Start of Exercise input

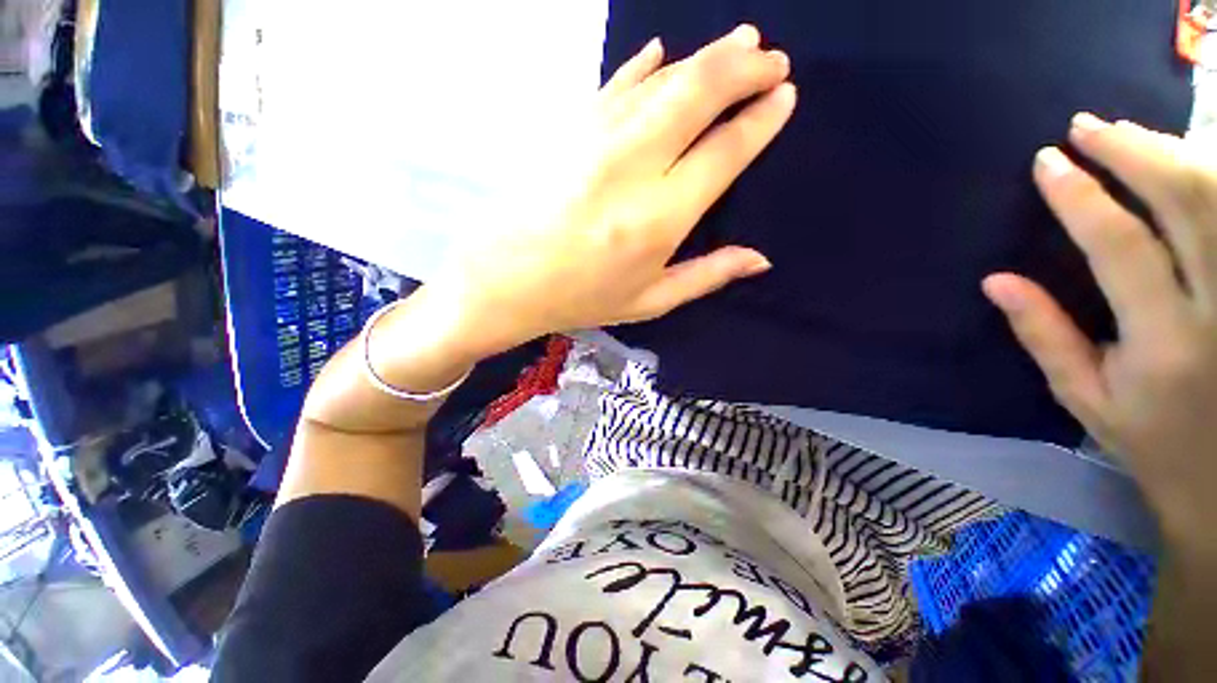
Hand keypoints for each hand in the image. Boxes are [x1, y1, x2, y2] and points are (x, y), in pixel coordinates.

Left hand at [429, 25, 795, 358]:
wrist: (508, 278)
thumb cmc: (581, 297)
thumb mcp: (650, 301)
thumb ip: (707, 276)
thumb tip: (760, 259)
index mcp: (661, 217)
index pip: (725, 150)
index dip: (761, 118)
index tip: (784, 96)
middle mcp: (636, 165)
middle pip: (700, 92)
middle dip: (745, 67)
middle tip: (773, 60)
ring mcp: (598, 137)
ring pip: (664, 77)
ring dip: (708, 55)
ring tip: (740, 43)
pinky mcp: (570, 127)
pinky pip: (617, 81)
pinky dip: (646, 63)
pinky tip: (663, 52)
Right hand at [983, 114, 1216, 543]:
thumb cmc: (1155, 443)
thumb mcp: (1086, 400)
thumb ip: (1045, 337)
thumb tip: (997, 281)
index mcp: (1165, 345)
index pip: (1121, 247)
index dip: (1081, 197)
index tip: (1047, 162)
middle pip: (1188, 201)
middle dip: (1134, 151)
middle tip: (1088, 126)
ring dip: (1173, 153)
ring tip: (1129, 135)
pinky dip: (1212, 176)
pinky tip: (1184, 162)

End of Exercise input
Start of Exercise input

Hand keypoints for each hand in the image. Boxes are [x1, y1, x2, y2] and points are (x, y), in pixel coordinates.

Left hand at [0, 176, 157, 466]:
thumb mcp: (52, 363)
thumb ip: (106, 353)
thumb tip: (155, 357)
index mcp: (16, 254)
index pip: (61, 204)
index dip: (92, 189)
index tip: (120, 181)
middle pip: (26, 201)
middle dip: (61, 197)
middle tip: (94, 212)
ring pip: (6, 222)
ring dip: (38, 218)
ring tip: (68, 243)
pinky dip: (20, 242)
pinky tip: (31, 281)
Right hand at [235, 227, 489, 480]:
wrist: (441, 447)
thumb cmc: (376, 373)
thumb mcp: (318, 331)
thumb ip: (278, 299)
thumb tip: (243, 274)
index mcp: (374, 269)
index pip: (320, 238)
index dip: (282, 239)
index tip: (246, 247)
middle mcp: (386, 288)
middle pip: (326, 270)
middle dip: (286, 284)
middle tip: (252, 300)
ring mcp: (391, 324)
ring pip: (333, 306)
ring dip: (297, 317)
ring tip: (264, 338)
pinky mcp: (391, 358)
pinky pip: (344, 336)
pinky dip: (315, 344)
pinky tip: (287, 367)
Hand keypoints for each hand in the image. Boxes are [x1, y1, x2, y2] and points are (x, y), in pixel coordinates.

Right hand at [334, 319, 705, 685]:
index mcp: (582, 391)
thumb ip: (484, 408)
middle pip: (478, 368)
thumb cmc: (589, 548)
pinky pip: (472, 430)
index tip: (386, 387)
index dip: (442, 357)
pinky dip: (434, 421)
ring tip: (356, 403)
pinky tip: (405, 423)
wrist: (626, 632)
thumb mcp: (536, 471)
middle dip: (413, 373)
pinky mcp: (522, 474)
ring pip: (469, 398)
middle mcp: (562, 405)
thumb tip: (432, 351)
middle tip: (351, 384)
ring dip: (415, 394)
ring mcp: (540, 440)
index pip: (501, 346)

End of Exercise input
Start of Exercise input

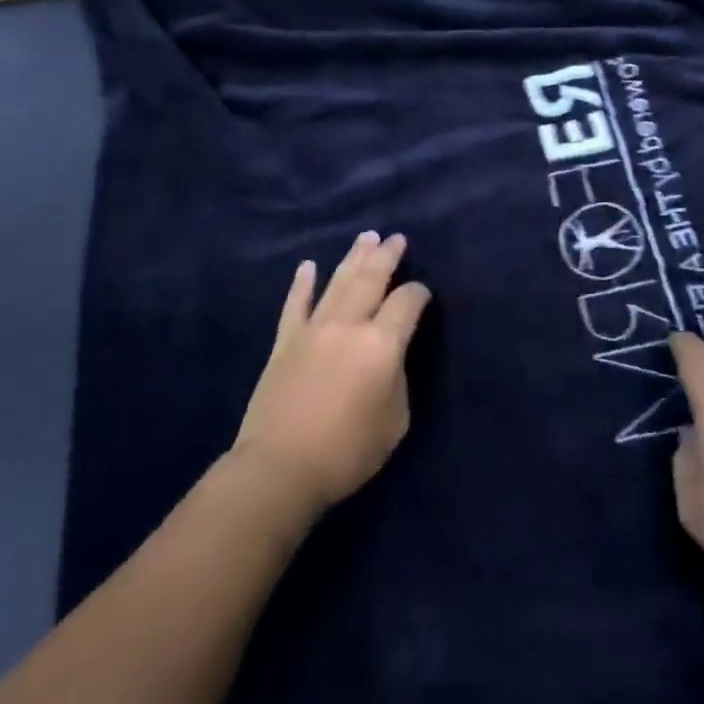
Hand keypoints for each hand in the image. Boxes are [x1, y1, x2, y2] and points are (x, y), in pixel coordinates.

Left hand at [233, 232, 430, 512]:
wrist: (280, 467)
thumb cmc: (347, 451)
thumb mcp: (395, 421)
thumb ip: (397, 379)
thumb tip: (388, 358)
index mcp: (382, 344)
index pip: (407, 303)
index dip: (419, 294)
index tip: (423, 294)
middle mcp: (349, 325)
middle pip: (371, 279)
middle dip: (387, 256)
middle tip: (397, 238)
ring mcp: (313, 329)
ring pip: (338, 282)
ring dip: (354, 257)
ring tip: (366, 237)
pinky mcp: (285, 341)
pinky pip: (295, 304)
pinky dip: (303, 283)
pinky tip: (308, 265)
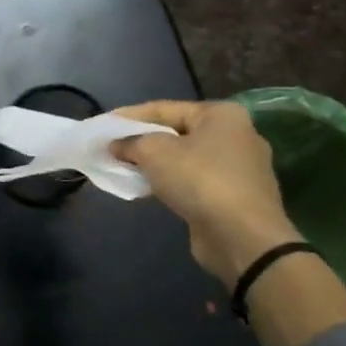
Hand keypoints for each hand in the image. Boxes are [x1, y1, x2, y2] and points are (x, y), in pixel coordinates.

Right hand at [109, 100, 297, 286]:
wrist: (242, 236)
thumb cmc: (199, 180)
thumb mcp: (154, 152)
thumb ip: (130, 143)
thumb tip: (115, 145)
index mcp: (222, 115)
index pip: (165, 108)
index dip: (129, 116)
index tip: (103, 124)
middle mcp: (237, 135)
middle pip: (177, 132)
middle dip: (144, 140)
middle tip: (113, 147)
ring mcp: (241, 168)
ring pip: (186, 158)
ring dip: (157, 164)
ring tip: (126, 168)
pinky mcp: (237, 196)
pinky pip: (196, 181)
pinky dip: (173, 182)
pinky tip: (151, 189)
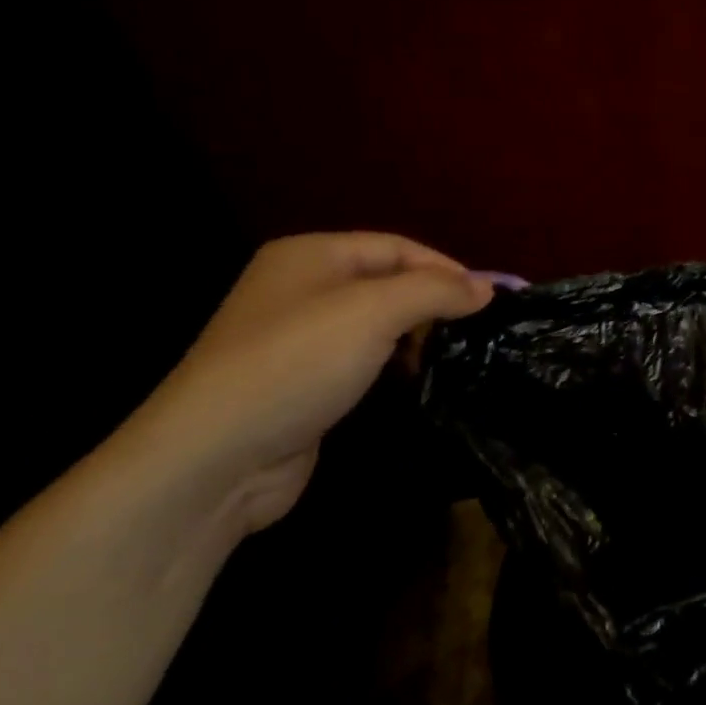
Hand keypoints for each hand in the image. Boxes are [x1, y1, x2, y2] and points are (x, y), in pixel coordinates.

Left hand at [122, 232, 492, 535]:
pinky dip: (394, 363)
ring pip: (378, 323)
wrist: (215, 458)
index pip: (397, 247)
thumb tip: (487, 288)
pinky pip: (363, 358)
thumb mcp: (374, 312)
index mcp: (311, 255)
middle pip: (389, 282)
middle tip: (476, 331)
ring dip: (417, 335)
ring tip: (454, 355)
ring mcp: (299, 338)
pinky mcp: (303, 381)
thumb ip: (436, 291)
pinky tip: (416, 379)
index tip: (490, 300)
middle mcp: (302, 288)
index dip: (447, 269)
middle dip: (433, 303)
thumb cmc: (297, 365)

End of Exercise input

◆ What is expected:
Using the data above, give again exactly the lines starting at the one holding "index dip: (419, 294)" and ending at the one holding "pinky pip: (196, 181)", inclusive, and nothing more. Omit the pictures.

◆ Answer to the exercise:
index dip: (419, 294)
index tip: (423, 294)
middle mcp: (349, 325)
middle pip: (371, 279)
middle dip: (387, 256)
middle tip: (397, 238)
ring mcp: (313, 329)
ring pip: (338, 282)
ring dip: (354, 257)
ring tip: (366, 237)
pinky mcp: (285, 341)
pinky pip: (295, 304)
pinky dip: (303, 283)
pinky tip: (308, 265)
Hand keypoints for each hand in the image. Boxes are [x1, y1, x2, y2] and points are (x, y), in pixel coordinates.

Right hand at [109, 100, 297, 286]:
wrist: (242, 236)
thumb cmc: (199, 180)
thumb mcp: (154, 152)
thumb ip: (130, 143)
thumb tip: (115, 145)
index mcp: (222, 115)
index pip: (165, 108)
index dip: (129, 116)
index tip: (103, 124)
middle mcp: (237, 135)
middle pip: (177, 132)
middle dip: (144, 140)
middle tip: (113, 147)
ring mcp: (241, 168)
ring pip: (186, 158)
ring dip: (157, 164)
ring tip: (126, 168)
pinky mcp: (237, 196)
pinky pip: (196, 181)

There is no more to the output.